In the case of the gold fix, the trader concerned put in orders under the market to push it lower. Unlike in Libor, there was an opportunity for someone to “call him” and pay the offer. In FX the dealers are handling real customer orders at the Fix and so, like in the gold market, a larger order the other way can dilute or destroy attempts to move the market.
In the case of the gold market it would have been interesting to see if the dealer would have had the courage to back these phantom offers up with real money. My instinct is he would, as long as the overall position did not get so large that the potential profit from a lower fix was wiped out by losses associated with having to buy the outsized position back.
So this is again a different issue to the FX and Libor fixes, however there are a couple of common themes. Firstly, the dealer did not want to make a loss – this is a worrying trend in financial markets and one that can be blamed, a little, on the hiring institutions.
In banking for example, more and more I hear how people analyse customer flow on how much they make on a trade-by-trade basis. This is a short-sighted approach, as I have argued before, but it also engenders a culture within which people do not want to take a loss on anything.
I have to apologise for I cannot remember the interviewee concerned, but in Steve Drobny’s excellent book Inside the House of Money, which I reviewed years ago (and would be able to reference properly if I were not in an airport lounge!) I seem to recall the interviewee stating – and I may be paraphrasing slightly – “all great traders have scar tissue”.
In other words, all great traders know what it feels like to lose money. Have we now got the stage wherein people are afraid to do this? I fear we may have. Partly this is because the machines handle so much risk and partly because of the fear factor.

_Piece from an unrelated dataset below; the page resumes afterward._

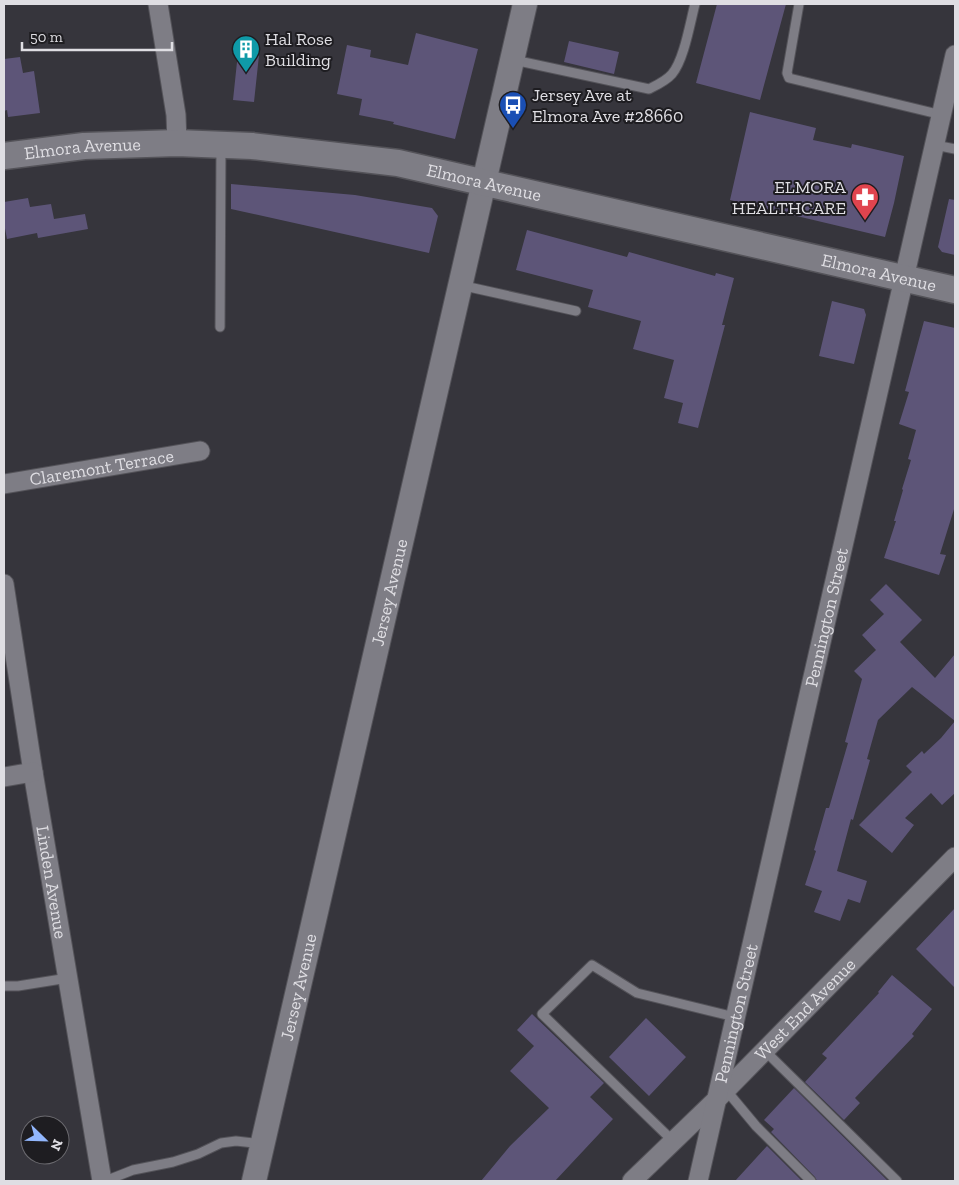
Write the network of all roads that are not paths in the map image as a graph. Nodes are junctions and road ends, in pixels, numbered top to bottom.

The other common denominator in these issues is the need for a benchmark. I don’t wish to go over old ground, so suffice to say the day people can get back to measuring core performance over a reasonable time horizon we may be rid of this archaic and discredited function.
Part of the reason people are obsessed with benchmark is that same fear factor – the panic associated with missing the mark, even if you have out-performed. Until we can better measure our performance, in a reasonable but not necessarily exact fashion, we may be able to move on as financial markets.
The problem is, how are we going to lose that fear factor when so much seems to be going wrong?